Institution
Lehrhaus Judaica
Lehrhaus Judaica is a non-denominational Jewish studies adult school offering courses to the general public. Its faculty is made up of local university professors, advanced Ph.D. students, rabbis, and other experienced educators, as well as visiting scholars from major universities in the U.S. and abroad. Its course offerings include seminars and lecture courses throughout the Bay Area on Jewish history, philosophy, sociology, theology, literature, Hebrew and Yiddish, and the arts. Lehrhaus Judaica also offers national and international study tours exploring the Jewish worlds of New York, Israel, Europe, the Caribbean, and more, and maintains a 5,000-volume academic Jewish studies library at its Berkeley center’s Reading Room.
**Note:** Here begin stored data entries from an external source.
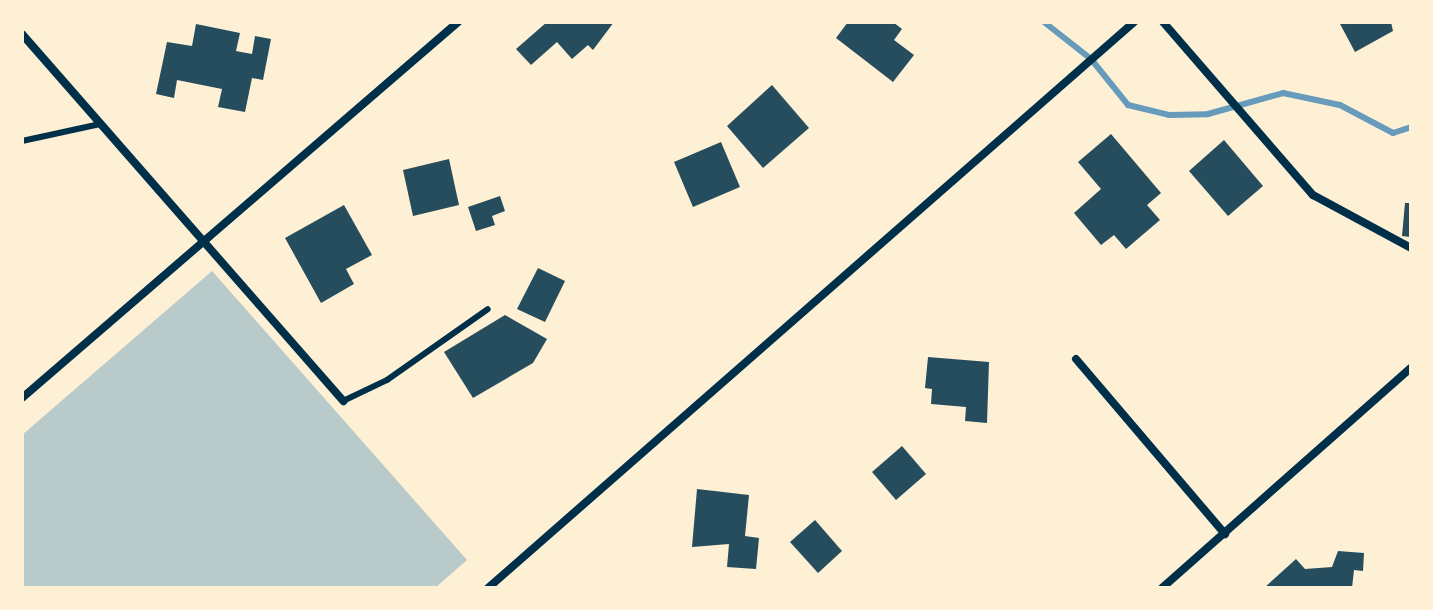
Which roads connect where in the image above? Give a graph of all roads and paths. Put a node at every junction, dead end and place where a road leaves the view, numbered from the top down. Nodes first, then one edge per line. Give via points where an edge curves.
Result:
1 (458, 22) edge
2 (1134, 22) edge
3 (1163, 22) edge
4 (22, 34) edge
5 (100, 124) junction
6 (22, 141) edge
7 (200, 242) junction
8 (1411, 248) edge
9 (488, 309) dead end
10 (1076, 359) dead end
11 (1411, 368) edge
12 (22, 398) edge
13 (343, 401) joint
14 (1225, 534) junction
15 (488, 588) edge
16 (1162, 588) edge

1 - 7 street
2 - 15 street
3 - 8 street via 1313,195
4 - 5 street
5 - 6 lane
5 - 7 street
7 - 12 street
7 - 13 street
9 - 13 lane via 387,380
10 - 14 street
11 - 14 street
14 - 16 street

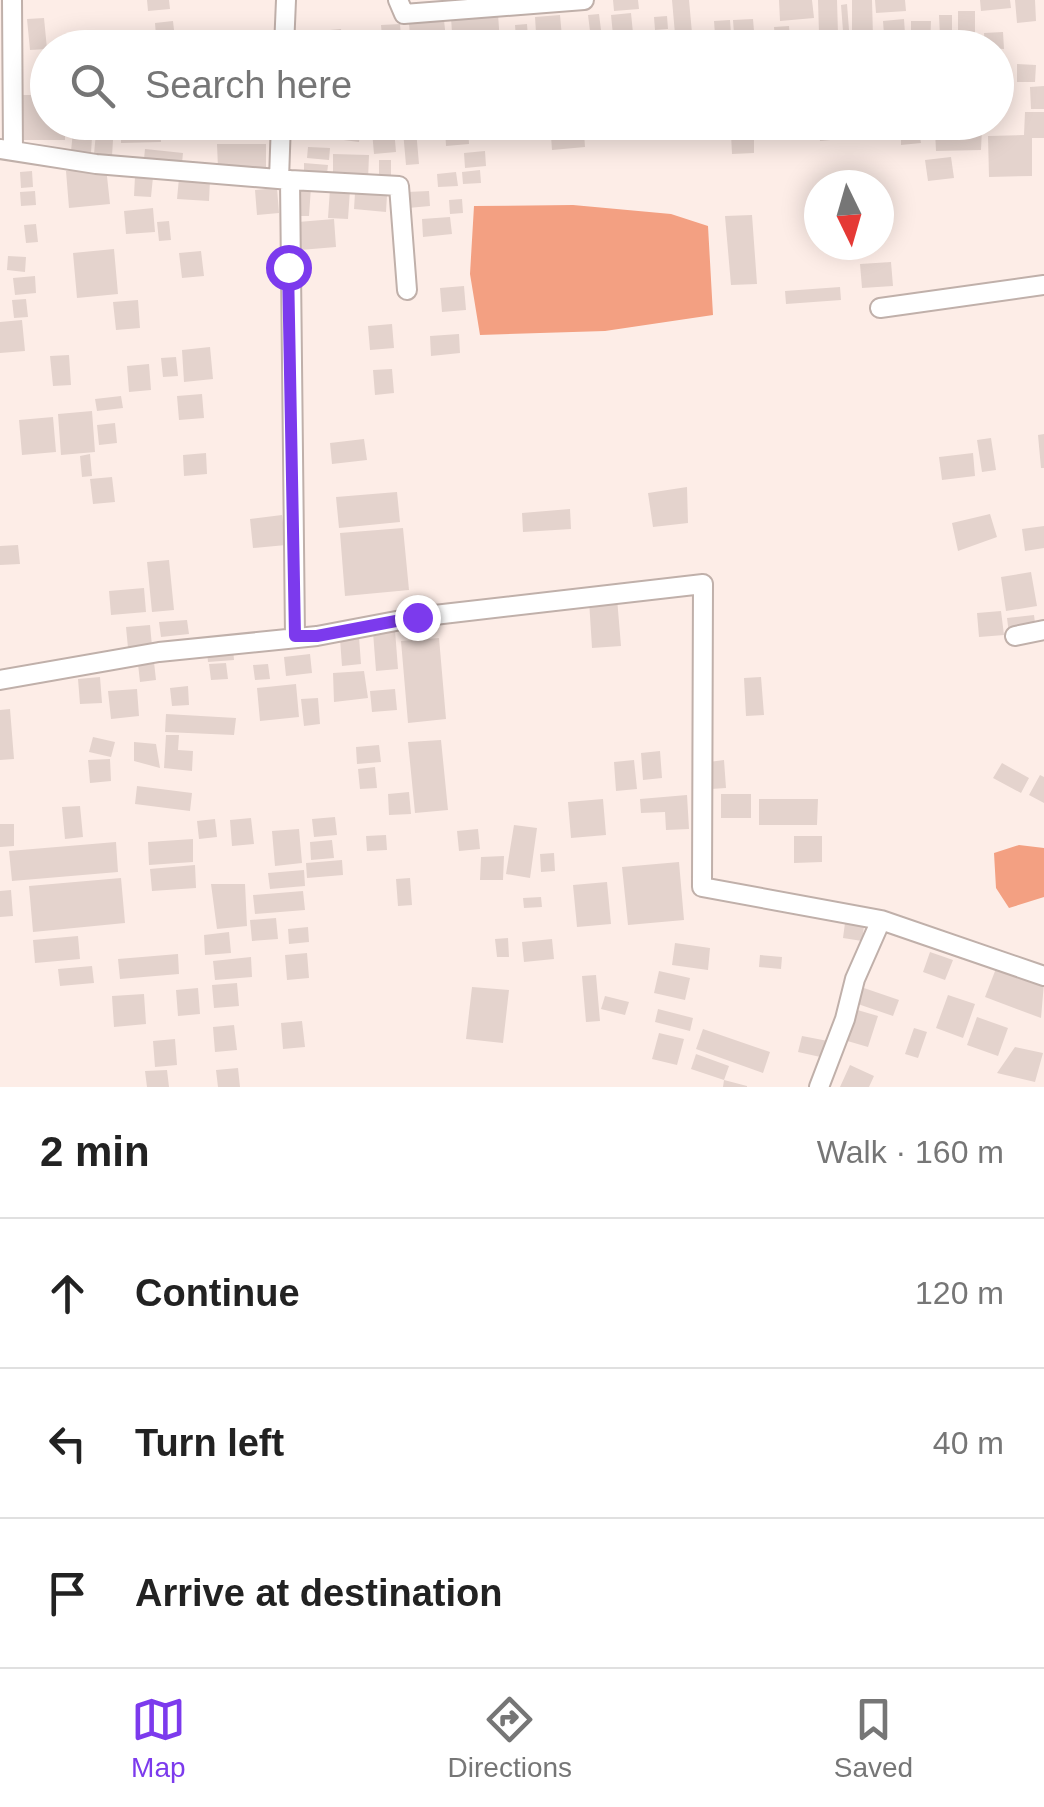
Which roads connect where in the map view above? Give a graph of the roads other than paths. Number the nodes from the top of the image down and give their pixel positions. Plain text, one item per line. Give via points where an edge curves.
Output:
1 (12, 0) edge
2 (286, 0) edge
3 (398, 0) edge
4 (584, 0) edge
5 (285, 30) edge
6 (282, 140) edge
7 (6, 150) edge
8 (284, 179) junction
9 (1044, 284) edge
10 (408, 290) dead end
11 (880, 308) dead end
12 (1044, 630) edge
13 (295, 636) junction
14 (1016, 636) dead end
15 (0, 680) edge
16 (881, 920) junction
17 (1044, 976) edge
18 (820, 1087) edge

1 - 7 street
2 - 5 street
3 - 4 street via 404,14
6 - 8 street
7 - 8 street
8 - 10 street via 399,186
8 - 13 street
9 - 11 street
12 - 14 street
13 - 15 street
13 - 16 street via 703,584 702,887
16 - 17 street
16 - 18 street

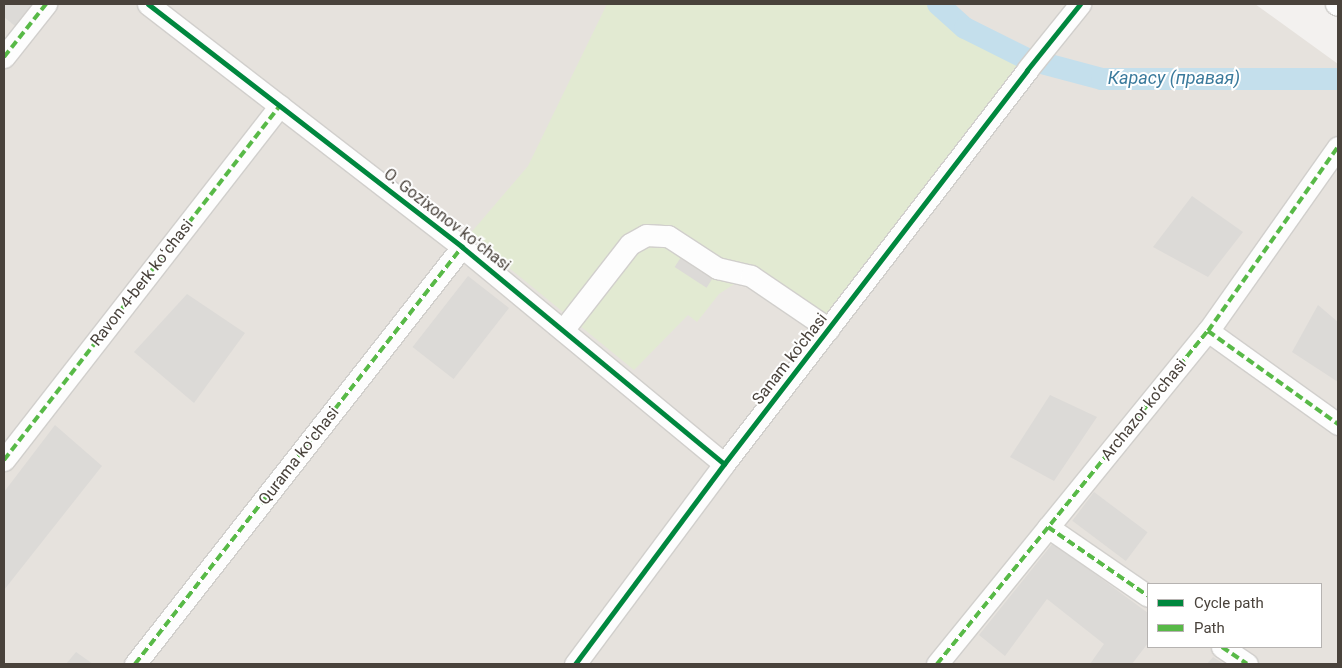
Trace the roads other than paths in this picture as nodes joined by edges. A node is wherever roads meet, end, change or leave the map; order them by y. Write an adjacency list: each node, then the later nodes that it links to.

Founded in 1974 with historian Fred Rosenbaum as its first director, Lehrhaus took its name (meaning “house of learning”) and inspiration from a school for Jewish studies founded by philosopher Franz Rosenzweig in Frankfurt, Germany, in 1920. Attracting scholars such as Martin Buber, S.Y. Agnon, A.J. Heschel, Gershom Scholem, and Erich Fromm, the original Lehrhaus — until its closure by the Nazis — was the focal point of a Jewish intellectual revival between the wars. Dialogue between the student and teacher was the primary method of learning, which, according to Rosenzweig and Buber, “could restore something genuinely Jewish to the Western intellectual.”